Try it: What is needed is an exact copy of the records below, minus any pictures.

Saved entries

++++

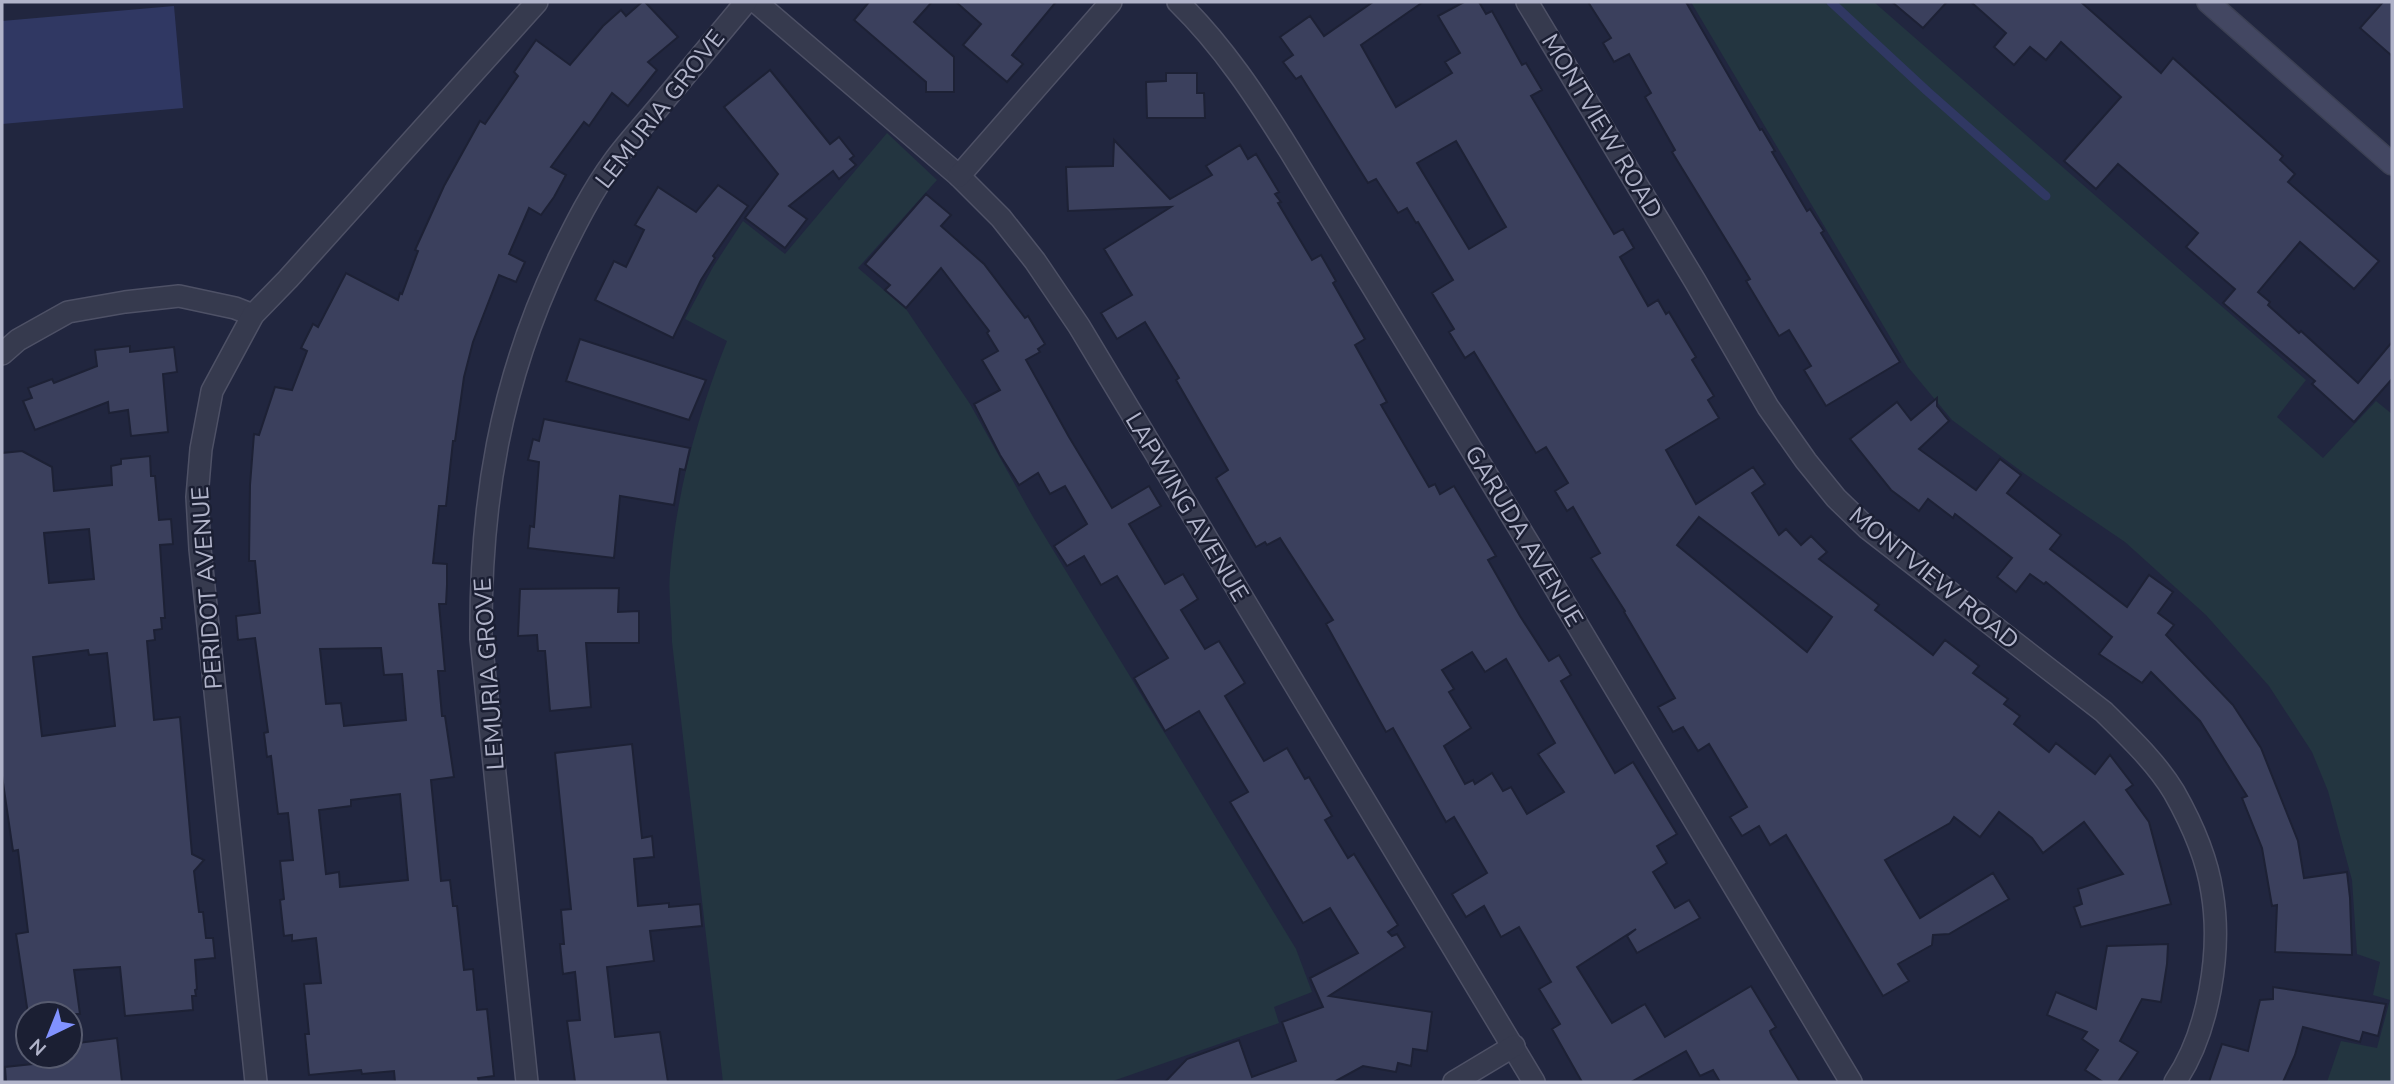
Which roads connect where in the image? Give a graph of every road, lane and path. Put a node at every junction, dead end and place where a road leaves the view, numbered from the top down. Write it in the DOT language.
graph roads {
  1 [pos="537,2"];
  2 [pos="746,2"];
  3 [pos="756,2"];
  4 [pos="1111,2"];
  5 [pos="1178,2"];
  6 [pos="1527,2"];
  7 [pos="2208,2"];
  8 [pos="2392,164"];
  9 [pos="958,176"];
  10 [pos="253,315"];
  11 [pos="2,354"];
  12 [pos="1514,1046"];
  13 [pos="257,1082"];
  14 [pos="527,1082"];
  15 [pos="1454,1082"];
  16 [pos="1534,1082"];
  17 [pos="1851,1082"];
  18 [pos="2175,1082"];
  1 -- 10 [label="street, PERIDOT AVENUE"];
  2 -- 14 [label="street, LEMURIA GROVE"];
  3 -- 9 [label="street, LAPWING AVENUE"];
  4 -- 9 [label="street"];
  5 -- 17 [label="street, GARUDA AVENUE"];
  6 -- 18 [label="street, MONTVIEW ROAD"];
  7 -- 8 [label="street"];
  9 -- 12 [label="street, LAPWING AVENUE"];
  10 -- 11 [label="street"];
  10 -- 13 [label="street, PERIDOT AVENUE"];
  12 -- 15 [label="street"];
  12 -- 16 [label="street, LAPWING AVENUE"];
}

++++

Exercise output:
Which roads connect where in the image? Give a graph of every road, lane and path. Put a node at every junction, dead end and place where a road leaves the view, numbered from the top down. Write it in the DOT language.
graph roads {
  1 [pos="537,2"];
  2 [pos="746,2"];
  3 [pos="756,2"];
  4 [pos="1111,2"];
  5 [pos="1178,2"];
  6 [pos="1527,2"];
  7 [pos="2208,2"];
  8 [pos="2392,164"];
  9 [pos="958,176"];
  10 [pos="253,315"];
  11 [pos="2,354"];
  12 [pos="1514,1046"];
  13 [pos="257,1082"];
  14 [pos="527,1082"];
  15 [pos="1454,1082"];
  16 [pos="1534,1082"];
  17 [pos="1851,1082"];
  18 [pos="2175,1082"];
  1 -- 10 [label="street, PERIDOT AVENUE"];
  2 -- 14 [label="street, LEMURIA GROVE"];
  3 -- 9 [label="street, LAPWING AVENUE"];
  4 -- 9 [label="street"];
  5 -- 17 [label="street, GARUDA AVENUE"];
  6 -- 18 [label="street, MONTVIEW ROAD"];
  7 -- 8 [label="street"];
  9 -- 12 [label="street, LAPWING AVENUE"];
  10 -- 11 [label="street"];
  10 -- 13 [label="street, PERIDOT AVENUE"];
  12 -- 15 [label="street"];
  12 -- 16 [label="street, LAPWING AVENUE"];
}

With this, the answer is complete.